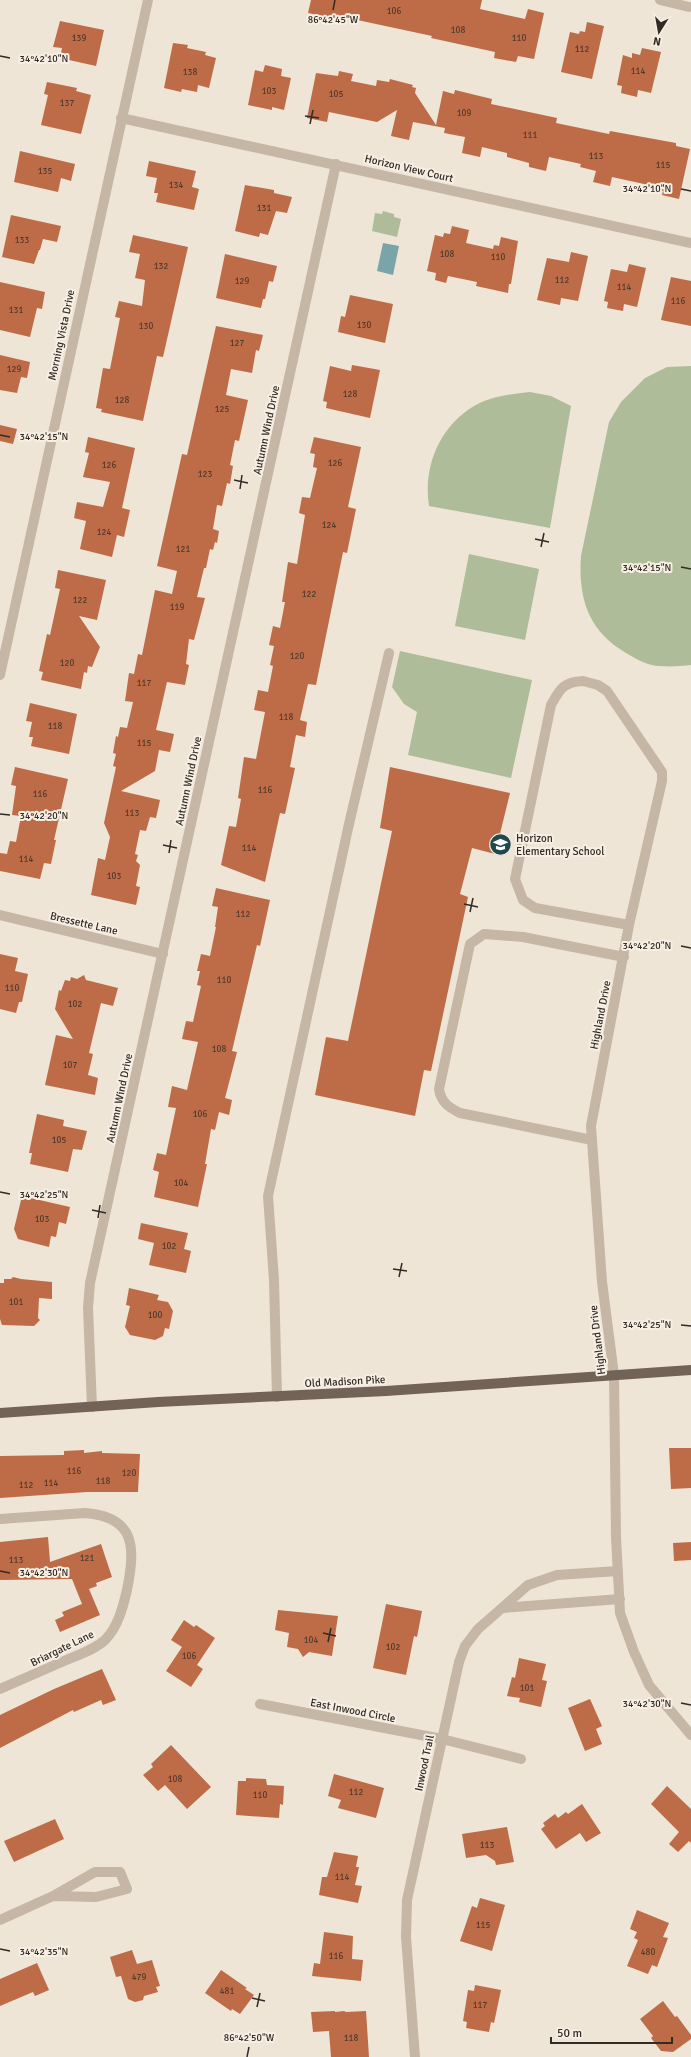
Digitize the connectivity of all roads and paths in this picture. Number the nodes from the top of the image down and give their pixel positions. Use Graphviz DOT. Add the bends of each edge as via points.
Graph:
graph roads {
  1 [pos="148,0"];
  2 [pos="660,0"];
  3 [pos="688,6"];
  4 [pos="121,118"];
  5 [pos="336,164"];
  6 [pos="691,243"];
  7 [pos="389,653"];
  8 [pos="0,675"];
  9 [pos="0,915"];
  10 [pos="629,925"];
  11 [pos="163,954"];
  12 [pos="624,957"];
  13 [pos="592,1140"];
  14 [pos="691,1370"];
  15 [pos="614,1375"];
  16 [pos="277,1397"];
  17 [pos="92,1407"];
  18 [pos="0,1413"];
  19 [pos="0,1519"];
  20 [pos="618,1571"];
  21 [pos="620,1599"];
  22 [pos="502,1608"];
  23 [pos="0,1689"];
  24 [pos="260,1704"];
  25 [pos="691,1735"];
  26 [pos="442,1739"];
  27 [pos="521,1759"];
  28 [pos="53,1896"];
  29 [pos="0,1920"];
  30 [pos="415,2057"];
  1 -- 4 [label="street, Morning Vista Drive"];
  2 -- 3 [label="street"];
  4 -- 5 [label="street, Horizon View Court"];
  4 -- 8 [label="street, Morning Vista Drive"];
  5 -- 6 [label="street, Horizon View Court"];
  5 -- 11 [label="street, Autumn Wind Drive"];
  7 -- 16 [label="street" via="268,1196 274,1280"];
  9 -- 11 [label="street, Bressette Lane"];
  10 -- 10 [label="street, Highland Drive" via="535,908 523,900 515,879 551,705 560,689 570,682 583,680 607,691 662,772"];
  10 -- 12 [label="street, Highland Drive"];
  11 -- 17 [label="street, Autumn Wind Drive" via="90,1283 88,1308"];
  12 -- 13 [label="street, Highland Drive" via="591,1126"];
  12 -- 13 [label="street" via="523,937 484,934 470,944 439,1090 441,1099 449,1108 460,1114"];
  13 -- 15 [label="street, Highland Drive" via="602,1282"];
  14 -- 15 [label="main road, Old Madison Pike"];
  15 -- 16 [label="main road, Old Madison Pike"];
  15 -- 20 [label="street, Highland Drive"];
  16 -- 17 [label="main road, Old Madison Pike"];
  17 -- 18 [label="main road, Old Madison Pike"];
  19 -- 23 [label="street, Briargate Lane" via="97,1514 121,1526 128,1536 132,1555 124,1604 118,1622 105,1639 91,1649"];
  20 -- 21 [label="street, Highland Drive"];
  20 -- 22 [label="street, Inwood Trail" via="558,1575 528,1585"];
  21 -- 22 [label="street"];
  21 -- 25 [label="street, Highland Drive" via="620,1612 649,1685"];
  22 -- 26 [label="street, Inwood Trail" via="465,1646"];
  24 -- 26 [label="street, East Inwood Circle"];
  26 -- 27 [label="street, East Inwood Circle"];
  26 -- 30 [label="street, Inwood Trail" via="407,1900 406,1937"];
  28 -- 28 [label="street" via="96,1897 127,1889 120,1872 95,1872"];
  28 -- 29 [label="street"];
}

:::::

Exercise description
Leave the pictures aside and output each entry exactly as it stands.

Response box
Digitize the connectivity of all roads and paths in this picture. Number the nodes from the top of the image down and give their pixel positions. Use Graphviz DOT. Add the bends of each edge as via points.
Graph:
graph roads {
  1 [pos="148,0"];
  2 [pos="660,0"];
  3 [pos="688,6"];
  4 [pos="121,118"];
  5 [pos="336,164"];
  6 [pos="691,243"];
  7 [pos="389,653"];
  8 [pos="0,675"];
  9 [pos="0,915"];
  10 [pos="629,925"];
  11 [pos="163,954"];
  12 [pos="624,957"];
  13 [pos="592,1140"];
  14 [pos="691,1370"];
  15 [pos="614,1375"];
  16 [pos="277,1397"];
  17 [pos="92,1407"];
  18 [pos="0,1413"];
  19 [pos="0,1519"];
  20 [pos="618,1571"];
  21 [pos="620,1599"];
  22 [pos="502,1608"];
  23 [pos="0,1689"];
  24 [pos="260,1704"];
  25 [pos="691,1735"];
  26 [pos="442,1739"];
  27 [pos="521,1759"];
  28 [pos="53,1896"];
  29 [pos="0,1920"];
  30 [pos="415,2057"];
  1 -- 4 [label="street, Morning Vista Drive"];
  2 -- 3 [label="street"];
  4 -- 5 [label="street, Horizon View Court"];
  4 -- 8 [label="street, Morning Vista Drive"];
  5 -- 6 [label="street, Horizon View Court"];
  5 -- 11 [label="street, Autumn Wind Drive"];
  7 -- 16 [label="street" via="268,1196 274,1280"];
  9 -- 11 [label="street, Bressette Lane"];
  10 -- 10 [label="street, Highland Drive" via="535,908 523,900 515,879 551,705 560,689 570,682 583,680 607,691 662,772"];
  10 -- 12 [label="street, Highland Drive"];
  11 -- 17 [label="street, Autumn Wind Drive" via="90,1283 88,1308"];
  12 -- 13 [label="street, Highland Drive" via="591,1126"];
  12 -- 13 [label="street" via="523,937 484,934 470,944 439,1090 441,1099 449,1108 460,1114"];
  13 -- 15 [label="street, Highland Drive" via="602,1282"];
  14 -- 15 [label="main road, Old Madison Pike"];
  15 -- 16 [label="main road, Old Madison Pike"];
  15 -- 20 [label="street, Highland Drive"];
  16 -- 17 [label="main road, Old Madison Pike"];
  17 -- 18 [label="main road, Old Madison Pike"];
  19 -- 23 [label="street, Briargate Lane" via="97,1514 121,1526 128,1536 132,1555 124,1604 118,1622 105,1639 91,1649"];
  20 -- 21 [label="street, Highland Drive"];
  20 -- 22 [label="street, Inwood Trail" via="558,1575 528,1585"];
  21 -- 22 [label="street"];
  21 -- 25 [label="street, Highland Drive" via="620,1612 649,1685"];
  22 -- 26 [label="street, Inwood Trail" via="465,1646"];
  24 -- 26 [label="street, East Inwood Circle"];
  26 -- 27 [label="street, East Inwood Circle"];
  26 -- 30 [label="street, Inwood Trail" via="407,1900 406,1937"];
  28 -- 28 [label="street" via="96,1897 127,1889 120,1872 95,1872"];
  28 -- 29 [label="street"];
}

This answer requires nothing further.